• **PROBLEM TO SOLVE**: Every record, from first to last, should be retyped word for word.

+++

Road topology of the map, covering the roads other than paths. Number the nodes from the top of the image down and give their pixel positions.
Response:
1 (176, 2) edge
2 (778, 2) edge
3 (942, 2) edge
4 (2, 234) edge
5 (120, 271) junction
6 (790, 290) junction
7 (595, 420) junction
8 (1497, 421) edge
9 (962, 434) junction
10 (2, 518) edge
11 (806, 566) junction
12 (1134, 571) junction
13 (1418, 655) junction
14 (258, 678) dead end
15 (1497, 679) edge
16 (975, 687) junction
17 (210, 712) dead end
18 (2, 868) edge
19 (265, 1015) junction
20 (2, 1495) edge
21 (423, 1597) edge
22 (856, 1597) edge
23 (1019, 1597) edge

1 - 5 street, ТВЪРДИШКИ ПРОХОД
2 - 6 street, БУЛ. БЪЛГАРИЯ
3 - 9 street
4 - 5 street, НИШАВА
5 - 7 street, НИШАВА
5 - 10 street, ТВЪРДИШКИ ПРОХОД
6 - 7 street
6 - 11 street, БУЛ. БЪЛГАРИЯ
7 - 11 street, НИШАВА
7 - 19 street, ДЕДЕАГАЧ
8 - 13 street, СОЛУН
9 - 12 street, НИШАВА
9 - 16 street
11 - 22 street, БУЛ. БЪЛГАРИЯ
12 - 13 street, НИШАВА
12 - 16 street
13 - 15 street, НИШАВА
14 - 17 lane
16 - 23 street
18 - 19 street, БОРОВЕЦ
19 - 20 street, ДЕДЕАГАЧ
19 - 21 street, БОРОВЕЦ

+++

• **RESULT BELOW**:
Road topology of the map, covering the roads other than paths. Number the nodes from the top of the image down and give their pixel positions.
Response:
1 (176, 2) edge
2 (778, 2) edge
3 (942, 2) edge
4 (2, 234) edge
5 (120, 271) junction
6 (790, 290) junction
7 (595, 420) junction
8 (1497, 421) edge
9 (962, 434) junction
10 (2, 518) edge
11 (806, 566) junction
12 (1134, 571) junction
13 (1418, 655) junction
14 (258, 678) dead end
15 (1497, 679) edge
16 (975, 687) junction
17 (210, 712) dead end
18 (2, 868) edge
19 (265, 1015) junction
20 (2, 1495) edge
21 (423, 1597) edge
22 (856, 1597) edge
23 (1019, 1597) edge

1 - 5 street, ТВЪРДИШКИ ПРОХОД
2 - 6 street, БУЛ. БЪЛГАРИЯ
3 - 9 street
4 - 5 street, НИШАВА
5 - 7 street, НИШАВА
5 - 10 street, ТВЪРДИШКИ ПРОХОД
6 - 7 street
6 - 11 street, БУЛ. БЪЛГАРИЯ
7 - 11 street, НИШАВА
7 - 19 street, ДЕДЕАГАЧ
8 - 13 street, СОЛУН
9 - 12 street, НИШАВА
9 - 16 street
11 - 22 street, БУЛ. БЪЛГАРИЯ
12 - 13 street, НИШАВА
12 - 16 street
13 - 15 street, НИШАВА
14 - 17 lane
16 - 23 street
18 - 19 street, БОРОВЕЦ
19 - 20 street, ДЕДЕАГАЧ
19 - 21 street, БОРОВЕЦ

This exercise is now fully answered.